-- WHAT YOU NEED TO DO --
Provide only the number of lines below that contain the word "Write".

++++++++++++++++++++

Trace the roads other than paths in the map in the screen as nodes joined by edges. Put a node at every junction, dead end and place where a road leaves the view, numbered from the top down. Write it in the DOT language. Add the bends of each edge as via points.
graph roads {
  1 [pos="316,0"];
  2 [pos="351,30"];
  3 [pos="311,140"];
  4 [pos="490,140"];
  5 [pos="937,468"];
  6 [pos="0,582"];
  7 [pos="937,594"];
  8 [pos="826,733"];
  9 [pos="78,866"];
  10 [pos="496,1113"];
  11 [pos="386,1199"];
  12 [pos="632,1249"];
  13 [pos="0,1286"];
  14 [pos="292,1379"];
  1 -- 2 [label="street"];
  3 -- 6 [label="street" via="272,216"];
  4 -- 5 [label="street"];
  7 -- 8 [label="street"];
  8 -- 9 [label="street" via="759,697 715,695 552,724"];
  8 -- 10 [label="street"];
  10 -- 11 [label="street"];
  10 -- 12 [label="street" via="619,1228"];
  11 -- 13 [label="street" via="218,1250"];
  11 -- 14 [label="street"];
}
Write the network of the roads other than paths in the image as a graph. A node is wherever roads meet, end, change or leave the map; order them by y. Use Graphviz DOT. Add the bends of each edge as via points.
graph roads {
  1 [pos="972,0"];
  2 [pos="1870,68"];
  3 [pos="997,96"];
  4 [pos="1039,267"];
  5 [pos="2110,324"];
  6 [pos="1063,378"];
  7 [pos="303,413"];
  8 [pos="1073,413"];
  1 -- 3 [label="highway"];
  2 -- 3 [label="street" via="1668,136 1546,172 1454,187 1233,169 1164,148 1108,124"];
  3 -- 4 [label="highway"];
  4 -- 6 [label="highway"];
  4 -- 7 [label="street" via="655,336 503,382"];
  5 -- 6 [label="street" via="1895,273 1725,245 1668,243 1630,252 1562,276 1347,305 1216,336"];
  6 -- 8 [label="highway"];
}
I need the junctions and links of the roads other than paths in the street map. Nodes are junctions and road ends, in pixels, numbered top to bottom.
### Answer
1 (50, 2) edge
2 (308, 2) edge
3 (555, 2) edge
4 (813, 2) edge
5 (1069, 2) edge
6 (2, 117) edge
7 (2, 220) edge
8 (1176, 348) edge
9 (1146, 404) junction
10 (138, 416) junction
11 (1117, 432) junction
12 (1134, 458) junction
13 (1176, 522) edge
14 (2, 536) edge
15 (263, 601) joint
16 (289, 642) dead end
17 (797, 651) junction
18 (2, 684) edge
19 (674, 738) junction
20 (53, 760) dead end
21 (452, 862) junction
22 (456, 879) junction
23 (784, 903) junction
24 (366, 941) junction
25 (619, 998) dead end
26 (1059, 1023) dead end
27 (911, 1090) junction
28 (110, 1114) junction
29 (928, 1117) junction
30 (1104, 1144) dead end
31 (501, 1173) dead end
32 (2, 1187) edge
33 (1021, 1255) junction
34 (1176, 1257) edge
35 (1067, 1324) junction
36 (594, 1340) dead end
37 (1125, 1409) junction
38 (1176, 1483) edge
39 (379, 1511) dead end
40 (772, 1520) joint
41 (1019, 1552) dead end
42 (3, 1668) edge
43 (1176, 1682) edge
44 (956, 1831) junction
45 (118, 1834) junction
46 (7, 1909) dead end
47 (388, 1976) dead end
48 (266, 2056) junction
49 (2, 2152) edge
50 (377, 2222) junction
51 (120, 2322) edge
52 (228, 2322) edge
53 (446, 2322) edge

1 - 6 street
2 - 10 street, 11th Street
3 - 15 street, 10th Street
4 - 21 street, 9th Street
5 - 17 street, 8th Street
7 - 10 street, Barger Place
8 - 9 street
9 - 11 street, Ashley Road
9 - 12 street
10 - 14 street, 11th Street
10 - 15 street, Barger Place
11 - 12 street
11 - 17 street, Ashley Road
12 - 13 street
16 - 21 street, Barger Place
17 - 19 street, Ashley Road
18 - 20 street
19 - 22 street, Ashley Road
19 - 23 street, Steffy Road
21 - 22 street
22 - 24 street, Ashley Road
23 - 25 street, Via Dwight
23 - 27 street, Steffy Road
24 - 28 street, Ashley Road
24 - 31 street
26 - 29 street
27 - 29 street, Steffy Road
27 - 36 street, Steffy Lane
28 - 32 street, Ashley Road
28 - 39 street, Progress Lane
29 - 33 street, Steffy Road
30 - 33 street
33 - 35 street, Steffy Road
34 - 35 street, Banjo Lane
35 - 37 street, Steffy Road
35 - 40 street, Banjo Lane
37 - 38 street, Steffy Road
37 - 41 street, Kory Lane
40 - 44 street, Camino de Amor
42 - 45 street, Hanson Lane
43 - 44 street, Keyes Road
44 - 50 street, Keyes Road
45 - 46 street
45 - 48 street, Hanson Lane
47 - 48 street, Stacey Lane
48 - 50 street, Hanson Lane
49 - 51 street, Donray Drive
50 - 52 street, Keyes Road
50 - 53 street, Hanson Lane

++++++++++++++++++++

-- RESPONSE --
2